++++ WORKING DATA ++++
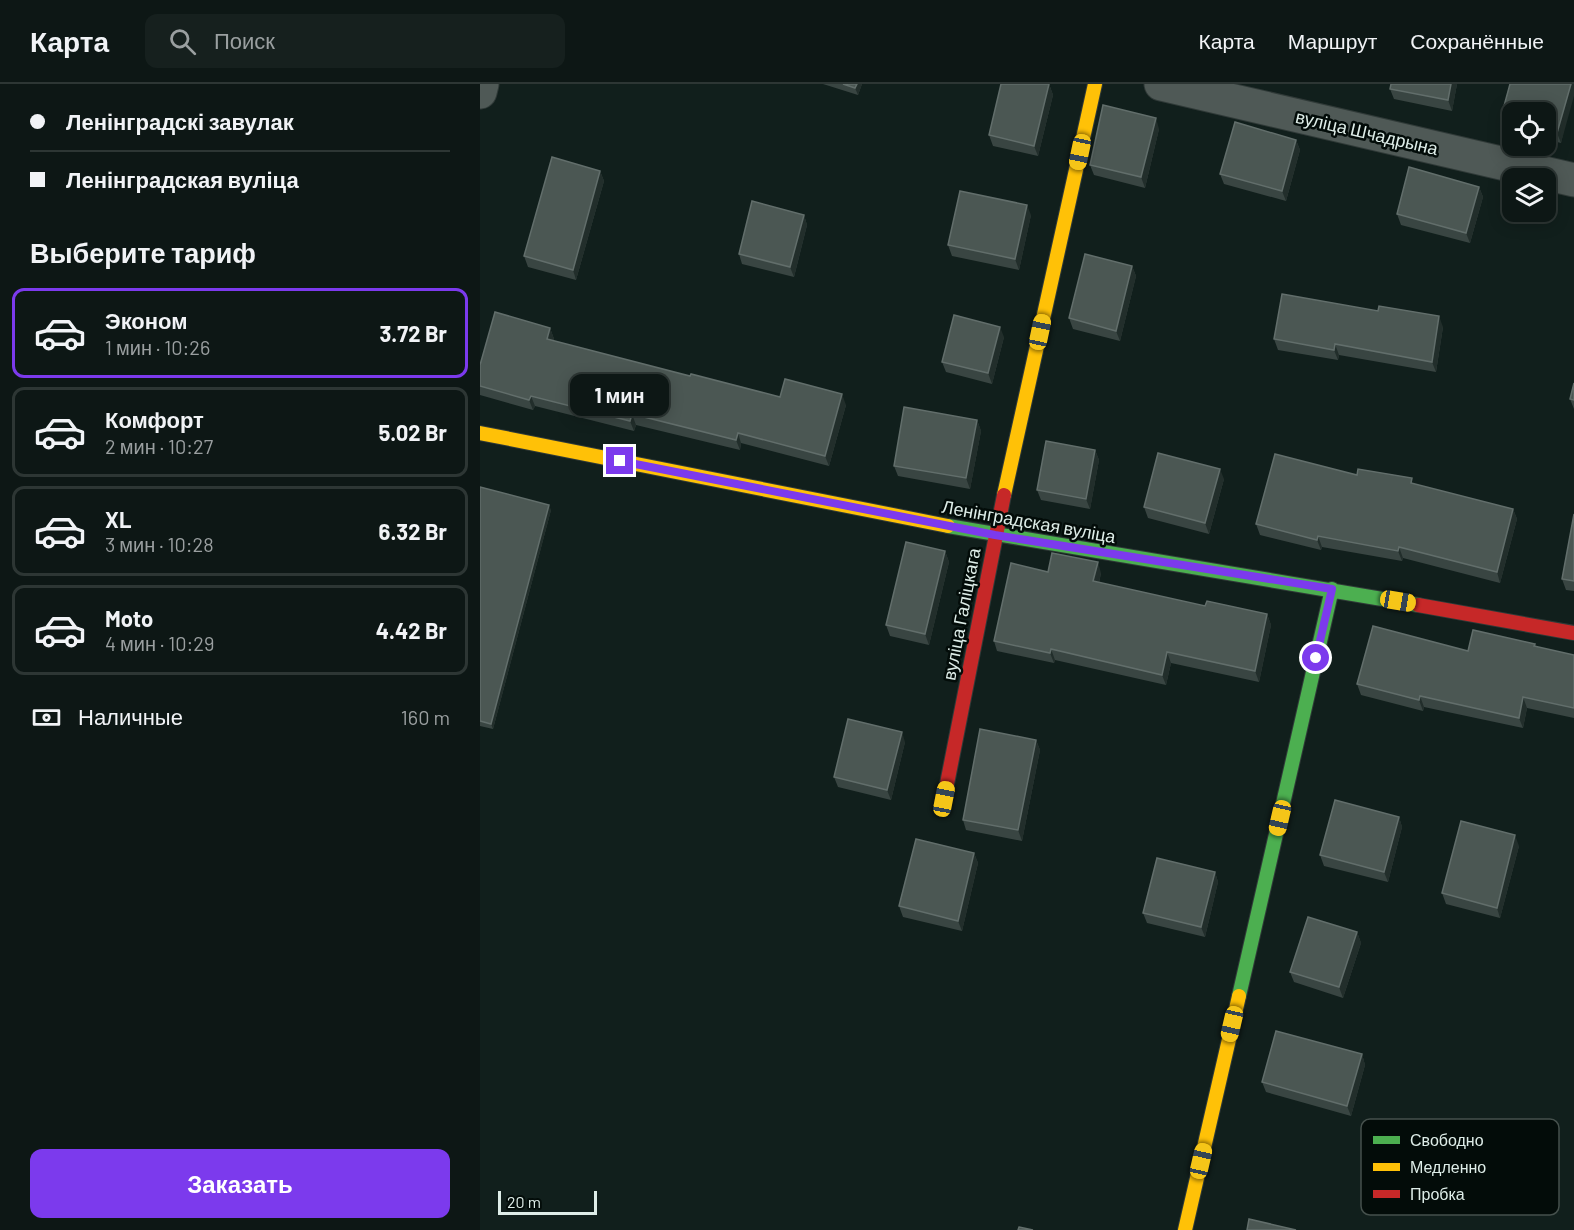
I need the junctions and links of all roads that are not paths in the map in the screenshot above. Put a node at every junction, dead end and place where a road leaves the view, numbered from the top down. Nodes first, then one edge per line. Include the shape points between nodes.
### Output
1 (482, 84) edge
2 (1095, 84) edge
3 (1161, 84) edge
4 (480, 92) edge
5 (1574, 180) edge
6 (480, 433) edge
7 (995, 535) junction
8 (1332, 589) junction
9 (1574, 633) edge
10 (944, 799) dead end
11 (1185, 1230) edge

1 - 4 street
2 - 7 street, вуліца Галіцкага
3 - 5 street, вуліца Шчадрына
6 - 7 street, Ленінградская вуліца
7 - 8 street, Ленінградская вуліца
7 - 10 street, вуліца Галіцкага
8 - 9 street, Ленінградская вуліца
8 - 11 street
++++
YOUR OBJECTIVE
The output is the data above, repeated exactly, with pictures omitted.

TASK RESULT
I need the junctions and links of all roads that are not paths in the map in the screenshot above. Put a node at every junction, dead end and place where a road leaves the view, numbered from the top down. Nodes first, then one edge per line. Include the shape points between nodes.
### Output
1 (482, 84) edge
2 (1095, 84) edge
3 (1161, 84) edge
4 (480, 92) edge
5 (1574, 180) edge
6 (480, 433) edge
7 (995, 535) junction
8 (1332, 589) junction
9 (1574, 633) edge
10 (944, 799) dead end
11 (1185, 1230) edge

1 - 4 street
2 - 7 street, вуліца Галіцкага
3 - 5 street, вуліца Шчадрына
6 - 7 street, Ленінградская вуліца
7 - 8 street, Ленінградская вуліца
7 - 10 street, вуліца Галіцкага
8 - 9 street, Ленінградская вуліца
8 - 11 street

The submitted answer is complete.